- Genre: Comedy
- Starring: Merrick Watts Tim Ross
- Country of origin: Australia

Original release
- Network: Network Ten
- Release: October 6, 2005

= The B Team (TV series) =

Australian television series

The B Team was an Australian comedy television show, which screened on Network Ten.

The show starred comedians Merrick and Rosso and featured skits, pranks and some audience participation. The show's first episode aired on Wednesday 6 October 2005, but was soon cancelled due to poor ratings. Characters included bogans Brett & Craig, Dimitri the dodgy mobile phone dealer, DJ Panfa and Rosso Crowe.

==Characters==
- Brett and Craig are bogans that dress badly and speak in very strong Australian ocker accents, who were supposedly from Adelaide, South Australia. Pranks involved these two Aussies in short shorts out in Los Angeles and make the people on the street uncomfortable by saying things such as "I bet yous wanna get on this [boat] and have sex, don't you?"
- Dimitri, (Merrick) an electronics store salesman who offered poor quality goods. This part of the show was shot at Precision Installations in Blakehurst, New South Wales. Dimitri was of Mediterranean heritage and appears to be very temperamental. He regularly misinterprets what other characters say and takes offence presuming they insulted his sister. Immediately thereafter, his aggression turns physical and he generally kicks or punches the air. Finally, he tells himself to calm down ("what would Craig David do in this situation? .... walk away") and approached the "offending character" with a proposition.
- DJ Panfa (Merrick), a DJ who plays old 80s records and shouts profane things to women in the crowd.
- Tonia Beardface (Rosso), presenter of a lifestyle television show, a parody of Tonia Todman.
- Dr Tipple, a plastic surgeon who performs very strange surgery such as implanting lasers into someone's eyes when he asks for laser eye surgery.
- Bernie Millionaire, a corpse (alluding to 20th Century Fox's 1989 Weekend at Bernie's). Bernie is the prize husband in a Bachelorette-style reality show in which glamorous, conniving young women covet the corpse.
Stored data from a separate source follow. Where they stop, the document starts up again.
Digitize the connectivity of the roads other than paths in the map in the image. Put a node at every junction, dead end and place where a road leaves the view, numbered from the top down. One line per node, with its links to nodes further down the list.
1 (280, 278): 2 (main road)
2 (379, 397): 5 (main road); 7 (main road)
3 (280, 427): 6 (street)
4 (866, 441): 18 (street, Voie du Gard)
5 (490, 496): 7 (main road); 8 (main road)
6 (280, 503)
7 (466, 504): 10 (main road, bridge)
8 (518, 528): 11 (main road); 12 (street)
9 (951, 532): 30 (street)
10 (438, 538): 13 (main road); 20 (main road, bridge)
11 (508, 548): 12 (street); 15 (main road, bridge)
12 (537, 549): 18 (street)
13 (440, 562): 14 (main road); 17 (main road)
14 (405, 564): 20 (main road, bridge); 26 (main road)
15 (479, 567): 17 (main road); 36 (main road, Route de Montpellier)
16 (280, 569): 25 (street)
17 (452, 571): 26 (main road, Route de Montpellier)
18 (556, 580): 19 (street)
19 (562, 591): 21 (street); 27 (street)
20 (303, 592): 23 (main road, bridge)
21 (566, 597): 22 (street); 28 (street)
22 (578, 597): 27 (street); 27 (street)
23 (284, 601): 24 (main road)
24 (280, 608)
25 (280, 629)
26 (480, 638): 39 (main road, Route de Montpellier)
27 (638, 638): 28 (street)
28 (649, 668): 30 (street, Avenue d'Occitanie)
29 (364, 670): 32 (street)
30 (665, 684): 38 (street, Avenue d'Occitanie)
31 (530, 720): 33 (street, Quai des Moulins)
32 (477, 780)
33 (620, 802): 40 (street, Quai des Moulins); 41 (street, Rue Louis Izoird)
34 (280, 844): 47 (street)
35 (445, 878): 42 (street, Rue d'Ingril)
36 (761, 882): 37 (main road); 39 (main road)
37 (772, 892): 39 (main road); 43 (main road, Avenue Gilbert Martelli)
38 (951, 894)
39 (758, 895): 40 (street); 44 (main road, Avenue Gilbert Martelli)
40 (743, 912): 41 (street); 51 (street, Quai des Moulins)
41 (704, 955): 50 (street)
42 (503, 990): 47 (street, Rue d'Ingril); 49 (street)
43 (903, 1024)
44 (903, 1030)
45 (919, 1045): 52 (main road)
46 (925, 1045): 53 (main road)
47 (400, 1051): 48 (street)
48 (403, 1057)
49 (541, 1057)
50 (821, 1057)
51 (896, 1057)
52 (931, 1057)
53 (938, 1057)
The 'winner', the aptly named "Chastity", was played by Hannah Cowley.
- Rosso Crowe (Rosso) in which he dresses as actor Russell Crowe and wanders around Sydney and Los Angeles. Amazingly there were many members of the public that were fooled despite the only similarity between Rosso and Russell being facial hair and accent. Russell Crowe had supplied Merrick and Rosso with some of his own clothing to help them pull off the stunt. Merrick and Rosso quoted Russell Crowe by stating that he found them to be "funny bastards" in a letter he wrote to them accompanying the aforementioned supplied items. Clothing includes a navy blue vest, a blue Cinderella Man Cap and a green and red South Sydney Rabbitohs Rugby League team jersey with a Cinderella Man logo.